- PROVIDED DATA:
┏━━

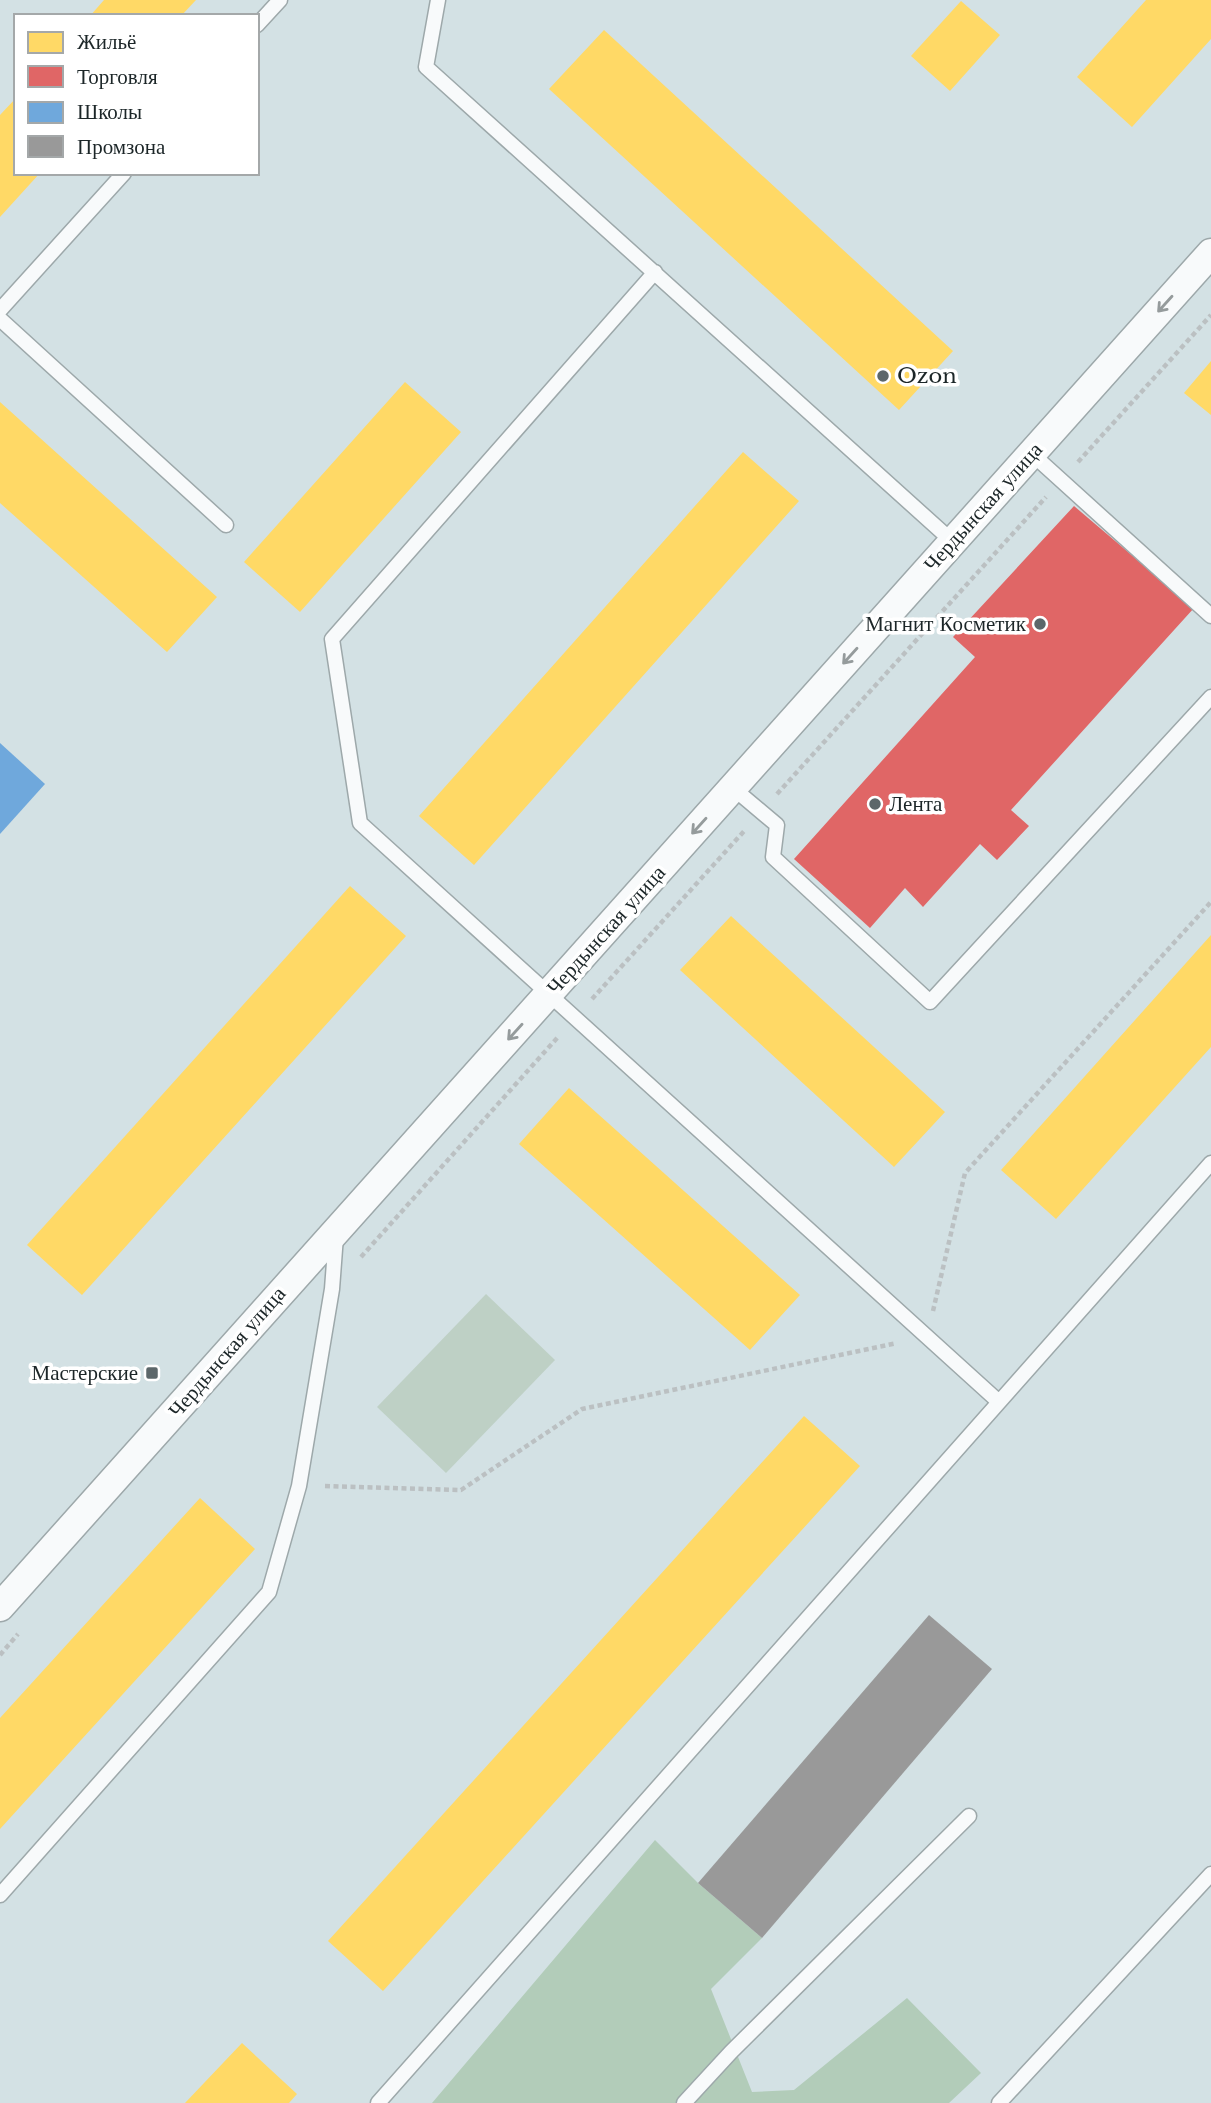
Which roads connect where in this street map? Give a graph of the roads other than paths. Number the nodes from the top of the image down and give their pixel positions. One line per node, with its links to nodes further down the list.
1 (280, 0): 3 (lane)
2 (438, 0): 6 (lane)
3 (259, 23)
4 (122, 175): 7 (lane)
5 (1211, 253): 9 (street, Чердынская улица, one-way to 9)
6 (654, 272): 11 (lane); 15 (lane)
7 (0, 310)
8 (0, 319): 10 (lane)
9 (1031, 453): 11 (street, Чердынская улица); 12 (lane)
10 (226, 526)
11 (952, 541): 14 (street, Чердынская улица, one-way to 14)
12 (1211, 616)
13 (1211, 697): 14 (lane)
14 (733, 788): 15 (street, Чердынская улица, one-way to 15)
15 (549, 994): 17 (street, Чердынская улица, one-way to 17); 18 (lane)
16 (1211, 1163): 18 (lane)
17 (336, 1228): 19 (street, Чердынская улица); 22 (lane)
18 (999, 1402): 23 (lane)
19 (0, 1607)
20 (969, 1816): 24 (lane)
21 (1211, 1874): 25 (lane)
22 (0, 1895)
23 (378, 2103)
24 (684, 2103)
25 (999, 2103)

┗━━

- EXERCISE GOAL:
Pictures stay out, and every line of the records is transcribed exactly.

- SOLUTION TO THIS TASK:
Which roads connect where in this street map? Give a graph of the roads other than paths. Number the nodes from the top of the image down and give their pixel positions. One line per node, with its links to nodes further down the list.
1 (280, 0): 3 (lane)
2 (438, 0): 6 (lane)
3 (259, 23)
4 (122, 175): 7 (lane)
5 (1211, 253): 9 (street, Чердынская улица, one-way to 9)
6 (654, 272): 11 (lane); 15 (lane)
7 (0, 310)
8 (0, 319): 10 (lane)
9 (1031, 453): 11 (street, Чердынская улица); 12 (lane)
10 (226, 526)
11 (952, 541): 14 (street, Чердынская улица, one-way to 14)
12 (1211, 616)
13 (1211, 697): 14 (lane)
14 (733, 788): 15 (street, Чердынская улица, one-way to 15)
15 (549, 994): 17 (street, Чердынская улица, one-way to 17); 18 (lane)
16 (1211, 1163): 18 (lane)
17 (336, 1228): 19 (street, Чердынская улица); 22 (lane)
18 (999, 1402): 23 (lane)
19 (0, 1607)
20 (969, 1816): 24 (lane)
21 (1211, 1874): 25 (lane)
22 (0, 1895)
23 (378, 2103)
24 (684, 2103)
25 (999, 2103)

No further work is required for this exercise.